My post on November 22nd spoke of my first act of civil disobedience, during which I experienced the greatest freedom from cognitive dissonance I have experienced since childhood.

Cognitive dissonance is the discomfort we experience – mental, emotional, and even physical – when our various beliefs are inconsistent with one another, or when our behavior is inconsistent with our beliefs.

Sadly, the relief I found during my experience of nonviolent direct action quickly disappeared as I resumed my ordinary daily life. I was released from jail before dawn on a Friday, and by Monday I was fully immersed back in the surreal ethical conundrum that is modern life in an industrialized society. I drove my car to the gym. The gym inspires me to maintain my health but it costs a lot of money. Then I went grocery shopping, buying stuff that comes from god-knows-where, much of in encased in plastic. I busily tended to my own personal life, setting aside the great climate drama in which I had been so absorbed only a few days before.

I wasn’t surprised my lovely break from cognitive dissonance didn’t last. I’m a Buddhist. I’m devoted to perceiving and accepting the impermanence of all things. Still, it was sad to return so quickly and easily to living out of accord with my conscience.

A few days later, two beloved family friends came over for Thanksgiving dinner, as they do every year. We had a great dinner, cooked by my husband, and spent many hours conversing and simply spending time together. Later in the evening, each of us tried to come up with interesting Youtube videos to which we could expose one another.

The first hour or so of our social gathering, however, was spent with me and Michiel (a Dutch name, approximately pronounced mi-heel) vigorously arguing about how best to respond to the climate crisis. “Arguing” is not exactly the right word, however, because he and I agree on many things. We both agree this is an emergency. We both drive electric cars, have solar panels on our houses, try to avoid single-use plastics whenever possible, and keep ourselves informed about how live with less of a negative impact on our biosphere. I use the term “argue,” however, to convey the passionate tone of our conversation. Notably, our partners busied themselves in the kitchen rather than take part.

A cool thing happened in this conversation. It’s not that we came to any definitive conclusions about the best way to respond to the eco-crisis, but by talking we explored new territory. At least, I realized something new, although I can’t speak for Michiel.

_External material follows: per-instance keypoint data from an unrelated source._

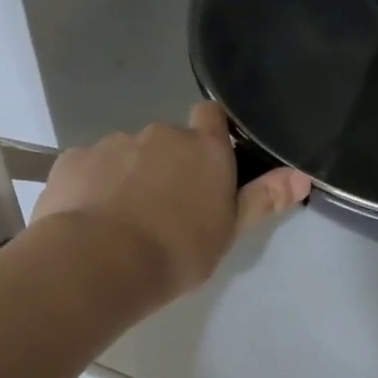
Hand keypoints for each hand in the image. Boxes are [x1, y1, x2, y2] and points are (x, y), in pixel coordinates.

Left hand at [31, 102, 310, 300]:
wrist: (99, 263)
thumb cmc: (177, 251)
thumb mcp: (228, 231)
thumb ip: (262, 198)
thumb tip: (303, 175)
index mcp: (203, 148)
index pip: (211, 115)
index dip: (209, 132)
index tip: (207, 161)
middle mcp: (161, 134)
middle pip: (168, 140)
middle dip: (166, 163)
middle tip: (164, 207)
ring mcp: (114, 142)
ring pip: (127, 153)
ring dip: (128, 174)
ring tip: (122, 218)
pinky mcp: (74, 159)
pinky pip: (89, 166)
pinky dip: (92, 184)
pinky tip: (89, 217)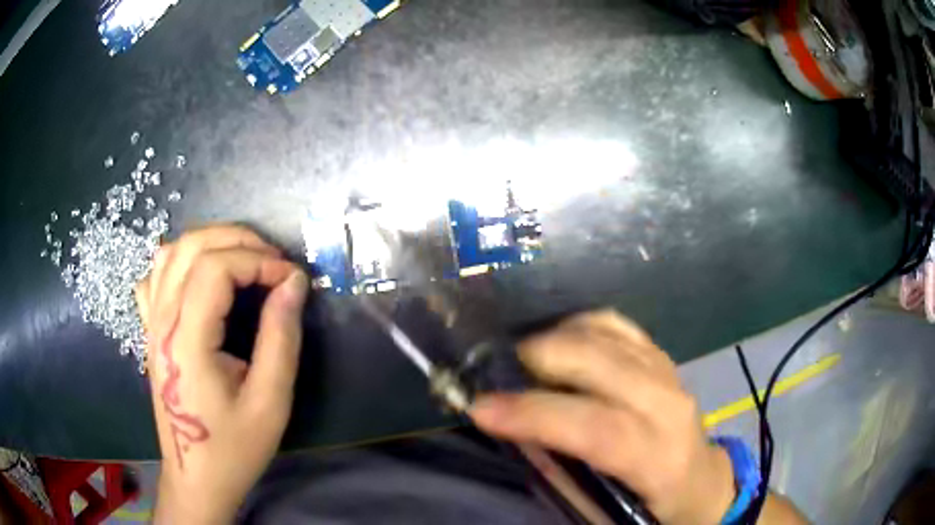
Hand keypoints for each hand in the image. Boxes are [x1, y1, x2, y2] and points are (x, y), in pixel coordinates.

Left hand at [136, 225, 308, 523]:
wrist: (196, 478)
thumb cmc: (234, 448)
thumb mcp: (270, 402)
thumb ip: (281, 338)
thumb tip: (294, 283)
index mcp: (187, 341)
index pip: (216, 268)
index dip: (258, 260)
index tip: (291, 278)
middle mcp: (161, 322)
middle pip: (191, 247)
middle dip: (238, 240)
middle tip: (273, 260)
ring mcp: (151, 325)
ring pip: (170, 253)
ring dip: (210, 243)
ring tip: (243, 260)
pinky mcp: (150, 332)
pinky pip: (155, 277)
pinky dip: (179, 261)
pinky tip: (199, 277)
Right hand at [470, 310, 734, 524]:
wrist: (701, 481)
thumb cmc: (653, 507)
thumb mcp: (605, 512)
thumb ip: (563, 476)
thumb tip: (517, 435)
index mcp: (659, 459)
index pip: (597, 428)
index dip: (536, 415)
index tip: (481, 408)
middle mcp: (670, 407)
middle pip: (602, 364)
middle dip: (539, 360)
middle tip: (496, 373)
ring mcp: (669, 373)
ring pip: (607, 334)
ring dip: (556, 339)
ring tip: (521, 360)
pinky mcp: (662, 357)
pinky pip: (617, 324)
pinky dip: (580, 324)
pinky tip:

Essentially, we talked about how impossible it was to live in this society without considerable cognitive dissonance. That is, unless we drop out completely and thereby forsake any influence we might have over the trajectory of our society, we pretty much have to continue participating in a system that sustains itself through injustice, greed, corruption, destruction, and obscene levels of consumption. Our verbal explorations kept coming to dead ends about how we could possibly change that situation.

At a certain point, a thought occurred to me. What if bodhisattva practice, in our strange, modern, pre-apocalyptic world, requires cultivating tolerance for cognitive dissonance? There are essentially two typical responses to resolving the discomfort of cognitive dissonance if it arises from a conflict between your beliefs and your behavior: You change your behavior, or you change your beliefs. When, as is usually the case, you don’t want to – or don’t feel like it’s an option to – change your behavior, you find a way to rationalize it.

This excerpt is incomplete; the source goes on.